■ About this task: Transcribe each line of the material as it is, and drop any picture.

■ Study material:
****
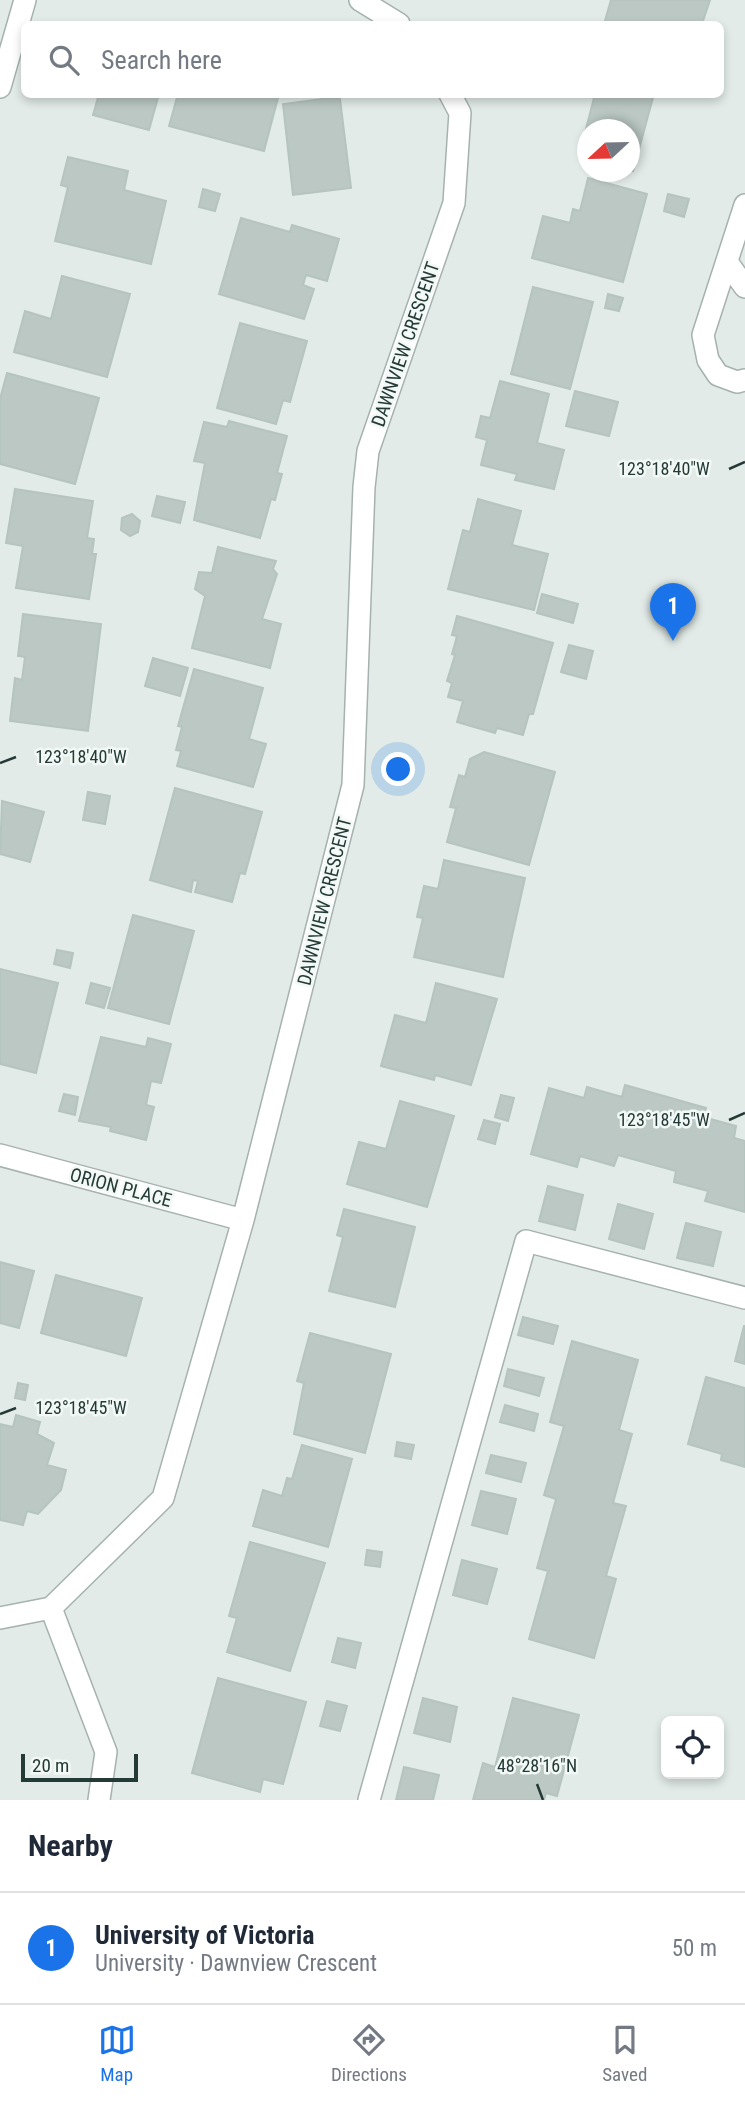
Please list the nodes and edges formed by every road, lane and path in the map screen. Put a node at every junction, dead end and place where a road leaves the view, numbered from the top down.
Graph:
1 (25, 0) edge
2 (360, 0) edge
3 (394, 21) edge
4 (0, 87) edge
5 (452, 98) edge
6 (745, 205) edge
7 (727, 262) junction
8 (745, 288) edge
9 (745, 380) edge
10 (0, 1155) edge
11 (243, 1220) junction
12 (745, 1298) edge
13 (51, 1608) junction
14 (0, 1618) edge
15 (99, 1800) edge
16 (369, 1800) edge

1 - 4 street
2 - 3 street
5 - 11 street, DAWNVIEW CRESCENT
6 - 7 street
7 - 8 street
7 - 9 street
10 - 11 street, ORION PLACE
11 - 13 street, DAWNVIEW CRESCENT
12 - 16 street
13 - 14 street
13 - 15 street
****
■ Expected answer:
Please list the nodes and edges formed by every road, lane and path in the map screen. Put a node at every junction, dead end and place where a road leaves the view, numbered from the top down.
Graph:
1 (25, 0) edge
2 (360, 0) edge
3 (394, 21) edge
4 (0, 87) edge
5 (452, 98) edge
6 (745, 205) edge
7 (727, 262) junction
8 (745, 288) edge
9 (745, 380) edge
10 (0, 1155) edge
11 (243, 1220) junction
12 (745, 1298) edge
13 (51, 1608) junction
14 (0, 1618) edge
15 (99, 1800) edge
16 (369, 1800) edge

1 - 4 street
2 - 3 street
5 - 11 street, DAWNVIEW CRESCENT
6 - 7 street
7 - 8 street
7 - 9 street
10 - 11 street, ORION PLACE
11 - 13 street, DAWNVIEW CRESCENT
12 - 16 street
13 - 14 street
13 - 15 street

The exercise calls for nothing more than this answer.